# Summary

In [1]:
from abstractor.train import get_training_batch as get_abstractor_training_batch
from abstractor.utils import AbstractorModel, AbstractorModelRNN
from abstractor.utils import obtain_initial_hidden_states
from bert.utils import obtain_sentence_embeddings
from bert.utils import obtain_word_embeddings
from data.utils import load_training_dictionaries
from extractor.train import get_training_batch as get_extractor_training_batch
from extractor.utils import ExtractorModel
from pytorch_transformers import BertModel
from pytorch_transformers import BertTokenizer
from rl_connection.utils import RLModel
from rl_connection.train import get_training_batch as get_rl_training_batch
from rouge import Rouge

import numpy as np
import torch

## Load data

In [2]:
bert_tokenizer = BertTokenizer.from_pretrained('bert-base-uncased')
bert_model = BertModel.from_pretrained('bert-base-uncased')

In [3]:
data = load_training_dictionaries()

## Extractor

In [4]:
# Load extractor model:
extractor_model = ExtractorModel(bert_tokenizer, bert_model)
extractor_model_path = "results/models/extractor.pt"
extractor_model.load_state_dict(torch.load(extractor_model_path))

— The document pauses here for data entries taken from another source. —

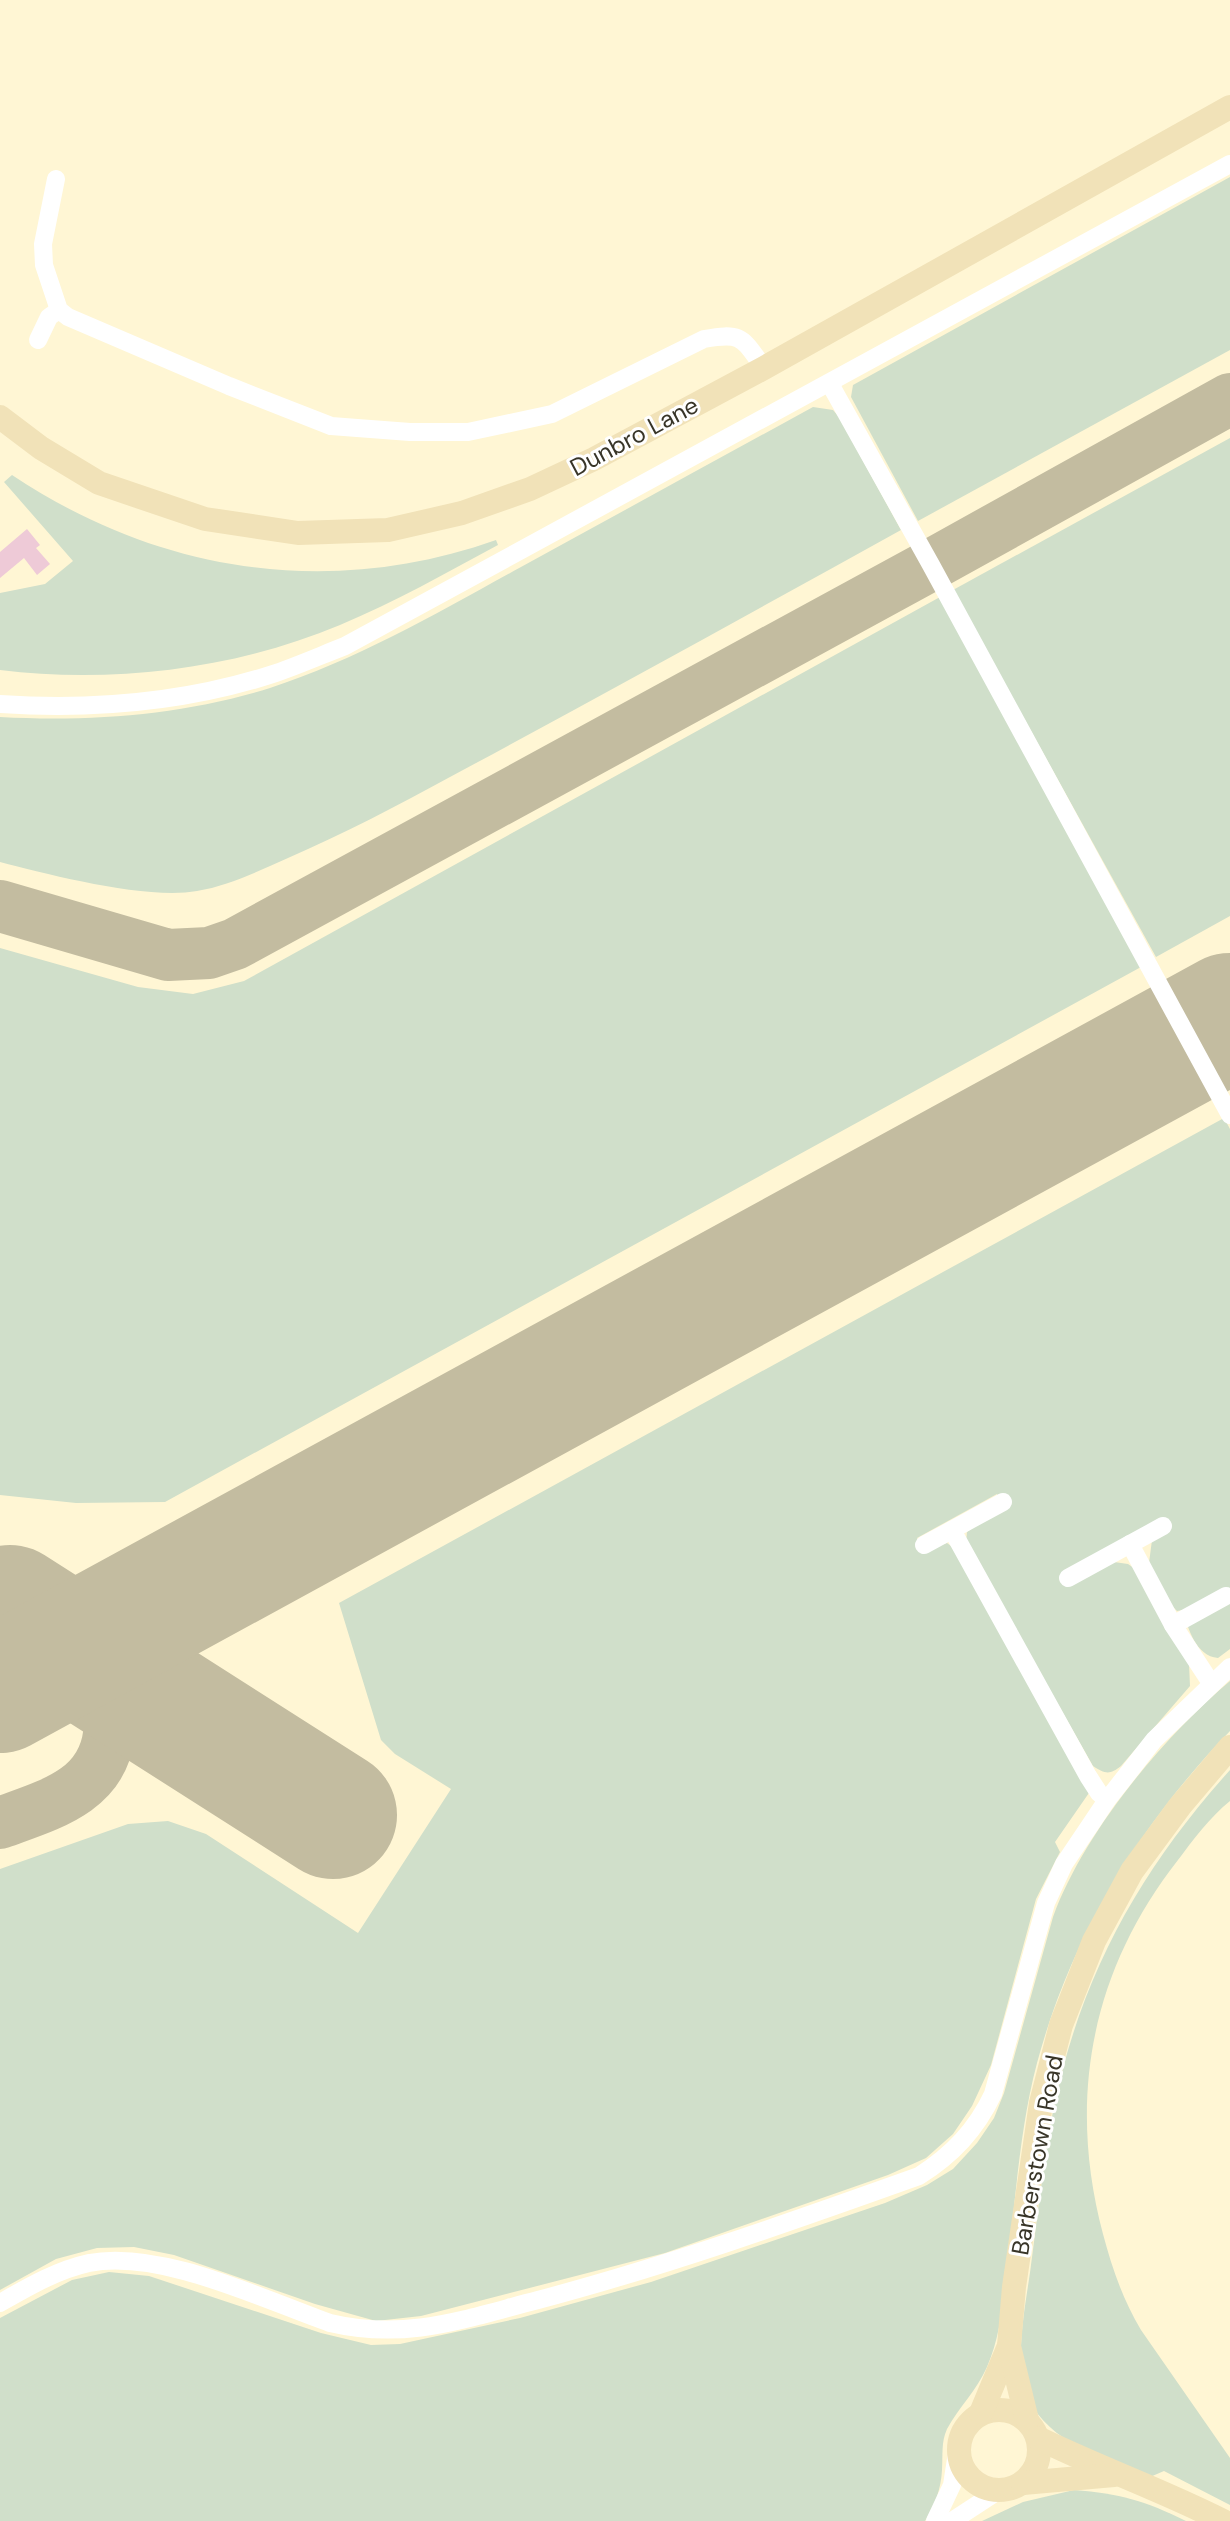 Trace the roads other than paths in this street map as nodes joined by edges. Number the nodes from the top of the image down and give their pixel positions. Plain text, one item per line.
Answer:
1 (1230, 107) edge
2 (1230, 164) edge
3 (56, 179) dead end
4 (59, 310) junction
5 (38, 340) dead end
6 (764, 368) junction
7 (830, 384) junction
8 (0, 417) edge
9 (0, 704) edge
10 (1230, 1115) edge
11 (1003, 1502) dead end
12 (1163, 1526) dead end
13 (952, 1530) junction
14 (1130, 1544) junction
15 (924, 1545) dead end
16 (1068, 1578) dead end
17 (1226, 1596) dead end
18 (1173, 1625) junction
19 (1230, 1667) edge
20 (1211, 1683) junction
21 (1230, 1747) edge
22 (1107, 1800) junction
23 (0, 2303) edge
24 (1009, 2346) junction
25 (981, 2413) junction
26 (1033, 2429) junction
27 (958, 2446) junction
28 (1116, 2475) junction
29 (1023, 2483) junction
30 (998, 2491) junction
31 (935, 2521) edge
32 (952, 2521) edge
33 (1223, 2521) edge

1 - 6 main road, Dunbro Lane
2 - 7 street
3 - 4 street
4 - 5 street
4 - 6 street
6 - 8 main road, Dunbro Lane
7 - 9 street
7 - 10 street
11 - 13 street
12 - 14 street
13 - 15 street
13 - 22 street
14 - 16 street
14 - 18 street
17 - 18 street
18 - 20 street
19 - 20 street
20 - 22 street
21 - 24 main road, Barberstown Road
22 - 23 street
24 - 25 main road
24 - 26 main road, Barberstown Road
25 - 26 main road
25 - 27 main road
26 - 28 main road
26 - 29 main road
27 - 30 main road
27 - 31 street
28 - 29 main road
28 - 33 main road
29 - 30 main road
30 - 32 street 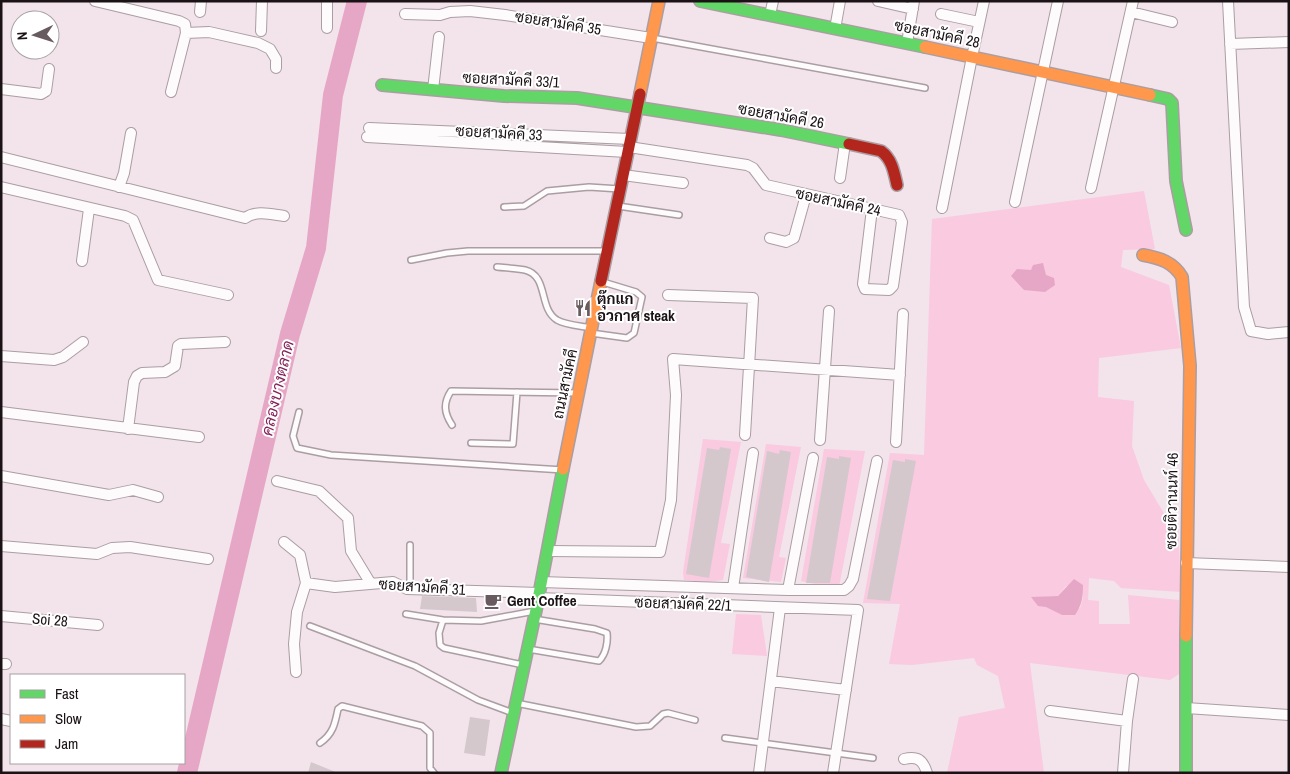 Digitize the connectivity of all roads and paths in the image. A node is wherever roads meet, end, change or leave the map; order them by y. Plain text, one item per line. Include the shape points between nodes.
1 (95, 1) edge
2 (201, 1) edge
3 (262, 1) edge
4 (327, 1) edge
5 (659, 1) edge
6 (700, 1) edge
7 (773, 1) edge
8 (840, 1) edge
9 (878, 1) edge
10 (984, 1) edge
11 (1058, 1) edge
12 (1228, 1) edge
13 (913, 5) edge
14 (1132, 6) edge
15 (200, 12) dead end
16 (405, 14) dead end
17 (942, 14) dead end
18 (770, 15) junction
19 (979, 22) junction
20 (1172, 22) dead end
21 (326, 28) dead end
22 (835, 29) junction
23 (262, 31) dead end
24 (186, 33) junction
25 (439, 37) dead end
26 (651, 38) junction
27 (1289, 42) edge
28 (907, 44) junction
29 (1230, 44) junction
30 (972, 57) junction
31 (276, 68) dead end
32 (49, 69) dead end
33 (1043, 72) junction
34 (382, 85) dead end
35 (1114, 86) junction
36 (925, 88) dead end
37 (1, 90) edge
38 (433, 90) junction
39 (171, 92) dead end
40 (637, 109) junction
41 (368, 132) dead end
42 (131, 133) dead end
43 (845, 143) junction
44 (629, 146) junction
45 (1, 157) edge
46 (623, 175) junction
47 (840, 178) dead end
48 (683, 183) dead end
49 (897, 185) dead end
50 (1, 187) edge
51 (119, 187) junction
52 (1091, 188) dead end
53 (620, 189) junction
54 (806, 195) junction
55 (1015, 202) dead end
56 (617, 206) junction
57 (504, 207) dead end
58 (942, 208) dead end
59 (90, 209) junction
60 (872, 209) junction
61 (679, 215) dead end
62 (284, 216) dead end
63 (1186, 230) dead end
64 (770, 238) dead end
65 (607, 251) junction
66 (1143, 255) dead end
67 (411, 260) dead end
68 (82, 261) dead end
69 (497, 267) dead end
70 (601, 282) junction
71 (228, 295) dead end
72 (668, 295) dead end
73 (829, 311) dead end
74 (903, 314) dead end
75 (591, 331) junction
76 (1289, 332) edge
77 (83, 342) dead end
78 (225, 342) dead end
79 (1, 356) edge
80 (749, 364) junction
81 (825, 370) junction
82 (900, 375) junction
83 (517, 392) junction
84 (578, 393) junction
85 (1, 412) edge
86 (299, 412) dead end
87 (452, 425) dead end
88 (128, 429) junction
89 (745, 435) dead end
90 (199, 438) dead end
91 (820, 440) dead end
92 (896, 442) dead end
93 (471, 444) dead end
94 (753, 453) dead end
95 (813, 458) dead end
96 (877, 461) dead end
97 (563, 470) junction
98 (1, 476) edge
99 (277, 481) dead end
100 (158, 497) dead end
101 (284, 542) dead end
102 (410, 545) dead end
103 (1, 546) edge
104 (548, 551) junction
105 (208, 559) dead end
106 (1186, 563) junction
107 (1289, 567) edge
108 (306, 583) junction
109 (372, 584) junction
110 (410, 588) junction
111 (732, 588) junction
112 (788, 590) junction
113 (539, 591) junction
114 (780, 608) junction
115 (406, 614) dead end
116 (534, 615) junction
117 (1, 616) edge
118 (443, 620) junction
119 (98, 625) dead end
120 (310, 626) dead end
121 (527, 649) junction
122 (524, 665) junction
123 (296, 672) dead end
124 (1134, 679) dead end
125 (771, 681) junction
126 (846, 690) junction
127 (514, 708) junction
128 (1186, 708) junction
129 (1050, 711) dead end
130 (1289, 715) edge
131 (695, 720) dead end
132 (1127, 720) junction
133 (725, 738) dead end
134 (763, 742) junction
135 (320, 743) dead end
136 (836, 752) junction
137 (874, 758) dead end
138 (904, 759) dead end
139 (434, 773) edge
140 (501, 773) edge
141 (759, 773) edge
142 (833, 773) edge
143 (927, 773) edge
144 (1123, 773) edge
145 (1186, 773) edge

1 - 24 street via 179,21 185,24
2 - 15 street
3 - 23 street
4 - 21 street
5 - 26 street, ถนนสามัคคี
6 - 18 street, ซอยสามัคคี 28
7 - 18 street
8 - 22 street
9 - 13 street
10 - 19 street
11 - 33 street
12 - 29 street
13 - 28 street
14 - 20 street
14 - 35 street
16 - 26 street, ซอยสามัคคี 35 via 470,12 505,15
17 - 19 street
18 - 22 street, ซอยสามัคคี 28
19 - 30 street
22 - 28 street, ซอยสามัคคี 28
24 - 31 street via 209,32 258,43 270,49 276,59
24 - 39 street
25 - 38 street
26 - 36 lane
26 - 40 street, ถนนสามัคคี
27 - 29 street
28 - 30 street, ซอยสามัคคี 28
29 - 76 street via 1244,307 1252,331 1268,334
30 - 33 street, ซอยสามัคคี 28
30 - 58 street
32 - 37 street via 46,91 41,94
33 - 35 street, ซอยสามัคคี 28
33 - 55 street
34 - 38 street, ซอยสามัคคี 33/1
35 - 52 street
35 - 63 street, ซอยสามัคคี 28 via 1168,99 1172,103 1176,181
38 - 40 street, ซอยสามัคคี 33/1 via 577,98
40 - 43 street, ซอยสามัคคี 26 via 781,130
40 - 44 street, ถนนสามัคคี
41 - 44 street, ซอยสามัคคี 24
42 - 51 street
43 - 47 street
43 - 49 street, ซอยสามัคคี 26 via 885,153 893,165
44 - 46 street, ถนนสามัคคี
44 - 54 street, ซอยสามัคคี 24 via 747,164 766,185
45 - 51 street
46 - 48 street
46 - 53 street, ถนนสามัคคี
50 - 59 street
51 - 62 street via 245,218 259,213
53 - 56 street, ถนนสามัคคี
53 - 57 lane via 589,187 547,192 524,206
54 - 60 street, ซอยสามัคคี 24
54 - 64 street via 794,238 786,242
56 - 61 lane
56 - 65 street, ถนนสามัคคี
59 - 68 street
59 - 71 street via 133,220 158,280
60 - 60 street, ซอยสามัคคี 24 via 900,215 902,222 890,290 866,289 863,284
65 - 67 lane via 468,251
65 - 70 street, ถนนสามัคคี
66 - 106 street, ซอยติวานนท์ 46 via 1172,263 1182,277 1190,366
69 - 75 lane via 534,274 541,283 550,314
70 - 75 street, ถนนสามัคคี
70 - 75 lane via 636,292 642,297 634,333 628,338
72 - 80 street via 754,298
73 - 81 street
74 - 82 street
75 - 84 street, ถนนสามัคคี
77 - 79 street via 54,360
78 - 88 street via 181,344 175,366 166,372 137,376
80 - 81 street
80 - 89 street
80 - 104 street via 674,359 676,395 671,500 660,552
81 - 82 street
81 - 91 street
82 - 92 street
83 - 84 lane
83 - 87 lane via 451,391 445,415
83 - 93 lane via 513,444
84 - 97 street, ถนนสามัคคี
85 - 88 street
86 - 97 lane via 294,436 297,448 331,455
88 - 90 street
94 - 111 street
95 - 112 street
96 - 112 street via 849,586 844,590
97 - 104 street, ถนนสามัคคี
98 - 100 street via 109,495 133,490
99 - 109 street via 319,491 348,518 351,551
101 - 108 street via 300,554
102 - 110 lane
103 - 105 street via 97,554 112,548 130,547
104 - 113 street, ถนนสามัคคี
106 - 107 street
106 - 128 street, ซอยติวานนท์ 46
108 - 109 street, ซอยสามัคคี 31 via 336,587
108 - 123 street via 296,620
109 - 110 street, ซอยสามัคคี 31 via 393,582
110 - 113 street, ซอยสามัคคี 31
111 - 112 street
111 - 113 street
113 - 114 street, ซอยสามัคคี 22/1
113 - 116 street, ถนนสามัคคี
114 - 125 street
114 - 126 street, ซอยสามัคคี 22/1 via 858,610
115 - 118 lane
116 - 118 lane via 481,621
116 - 121 street, ถนนสามัคคี
116 - 121 lane via 607,633 606,647 599,661
117 - 119 street, Soi 28
118 - 122 lane via 439,633 441,647
120 - 127 lane via 415,666 478,700
121 - 122 street, ถนนสามัคคี
122 - 127 street, ถนนสามัคคี
124 - 132 street
125 - 126 street
125 - 134 street
126 - 136 street
127 - 131 lane via 636,727 650,726 663,714
127 - 140 street, ถนนสามัคคี
128 - 130 street
128 - 145 street, ซอยติวานนท์ 46
129 - 132 street
132 - 144 street
133 - 134 lane
134 - 136 lane
134 - 141 street
135 - 139 lane via 329,737 338,708 342,706 378,714 422,726 430,733 430,768
136 - 137 lane
136 - 142 street
138 - 143 street via 917,759 924,764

<All keys matched successfully>

In [5]:
documents, extraction_labels = get_extractor_training_batch(data, batch_size=2)

sentence_embeddings, mask = obtain_sentence_embeddings(
    extractor_model.bert_model, 
    extractor_model.bert_tokenizer, 
    documents
)

# Predict probability of extraction per sentence
extraction_probabilities = extractor_model(sentence_embeddings)

In [6]:
n_samples = len(documents)

for sample_idx in range(n_samples):
    n_to_extract = extraction_labels.sum(dim=1)[sample_idx].int() 
    ext_prob = extraction_probabilities[sample_idx] * mask[sample_idx]
    ext_sent_indicies = torch.topk(ext_prob, k=n_to_extract)[1]
    
    targets = np.array(documents[sample_idx])[extraction_labels[sample_idx][:len(documents[sample_idx])].numpy().astype(bool)]
    print("----> TARGET <----")
    for target in targets:
        print(f"{target}\n")
    print()
          
    print("----> PREDICTION <----")
    for x in np.array(documents[sample_idx])[ext_sent_indicies]:
        print(f"{x} \n")
    print("\n\n-------\n\n")

----> TARGET <----
" weasels will go for anything that looks like food -- they 've got a high metabolism and they 've got to eat a lot , " she said . " it does n't surprise me that a weasel took a punt -- i 've seen a photo of a weasel charging a group of sparrows , they 're very hungry animals . "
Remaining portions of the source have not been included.